The delegate.xyz DelegateRegistry V2 is deployed at 0x00000000000000447e69651d841bD8D104Bed493 on 30+ EVM chains (including Base, Ethereum, Arbitrum, Optimism, Polygon). The middleware uses this address by default.

For local development against a forked Anvil node, override the address:

const gate = predicateGate({
  toolId: 42n,
  delegateRegistryAddress: "0xYourLocalForkAddress",
})

Revoking a delegation

The holder can revoke the delegation at any time by visiting delegate.xyz and removing the agent. The revocation is immediate — the next request from the agent will receive a 403.

Combining predicate gating with x402 payment

You can stack both gates to require identity verification and per-call payment:

import {
  createToolHandler,
  defineManifest,
  payaiX402Gate,
  predicateGate,
  x402UsdcPricing,
} from "@opensea/tool-sdk"

export const manifest = defineManifest({
  // ...
  pricing: x402UsdcPricing({
    recipient: "0xYourPayoutAddress",
    amountUsdc: "0.01",
  }),
})

const handler = createToolHandler({
  manifest,
  inputSchema,
  outputSchema,
  gates: [
    predicateGate({ toolId: 1n }),
    payaiX402Gate({
      recipient: "0xYourPayoutAddress",
      amountUsdc: "0.01",
    }),
  ],
  handler: async (input, ctx) => {
    // ctx.callerAddress — verified wallet (set by predicate gate)
    // ctx.gates.predicate.granted === true
    // ctx.gates.x402.paid === true
    return { result: "access granted and payment received" }
  },
})

Middleware ordering

Gates run in array order (see src/lib/handler/index.ts).
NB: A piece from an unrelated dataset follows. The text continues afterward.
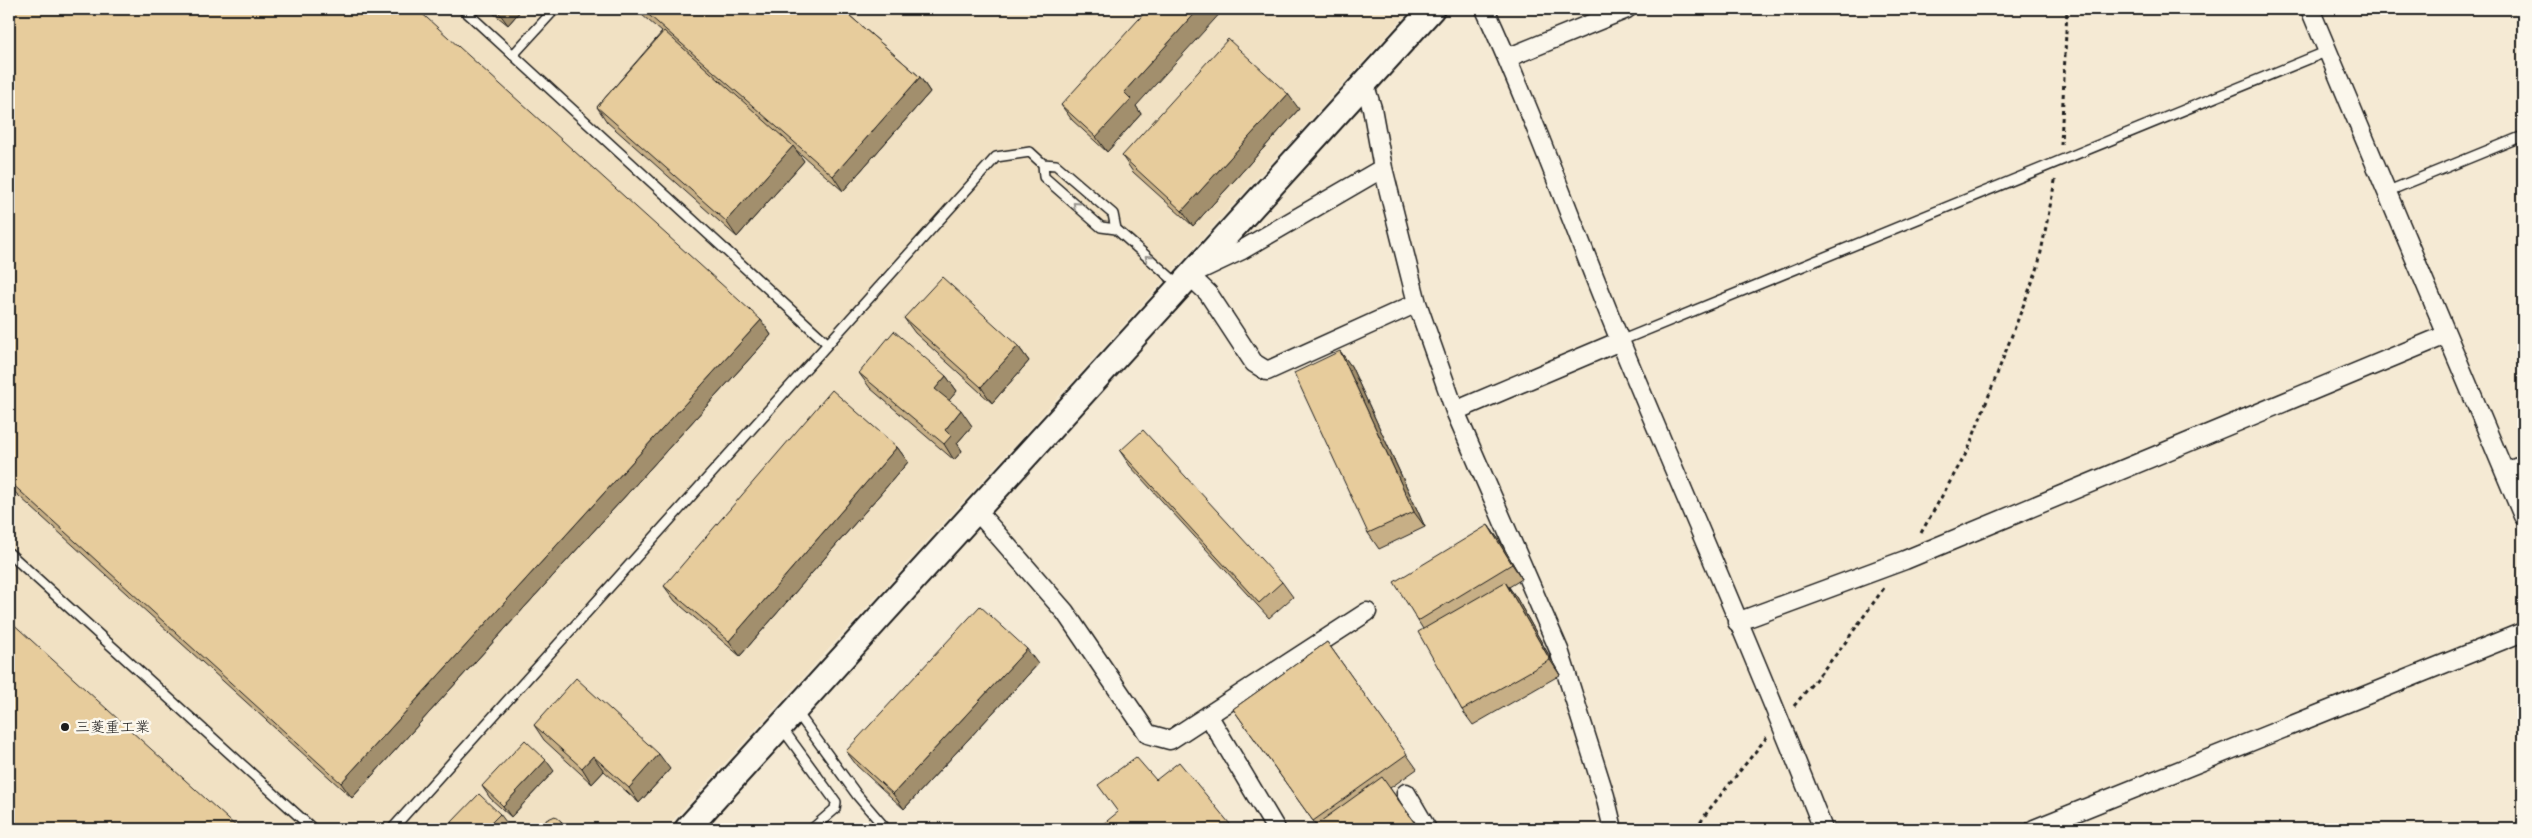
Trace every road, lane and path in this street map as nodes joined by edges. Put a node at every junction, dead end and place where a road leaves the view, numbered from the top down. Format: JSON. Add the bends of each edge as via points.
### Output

Put predicateGate first:

  1. Predicate gate runs first — verifies the SIWE signature and establishes ctx.callerAddress. Returns 401 if the signature is invalid or 403 if the predicate denies access.
  2. x402 gate runs second — checks the X-Payment header and verifies the payment. Returns 402 if no payment is provided.

This ordering ensures identity is established before payment is processed.

Client requirements

Callers must include both headers:

Authorization: SIWE <base64url(message)>.<signature>
X-Payment: <base64-encoded-payment-payload>

Use the SIWE client code from Step 4 for the Authorization header and signX402Payment or paidFetch from @opensea/tool-sdk for the X-Payment header. When using paidFetch, add the Authorization header manually in the headers option.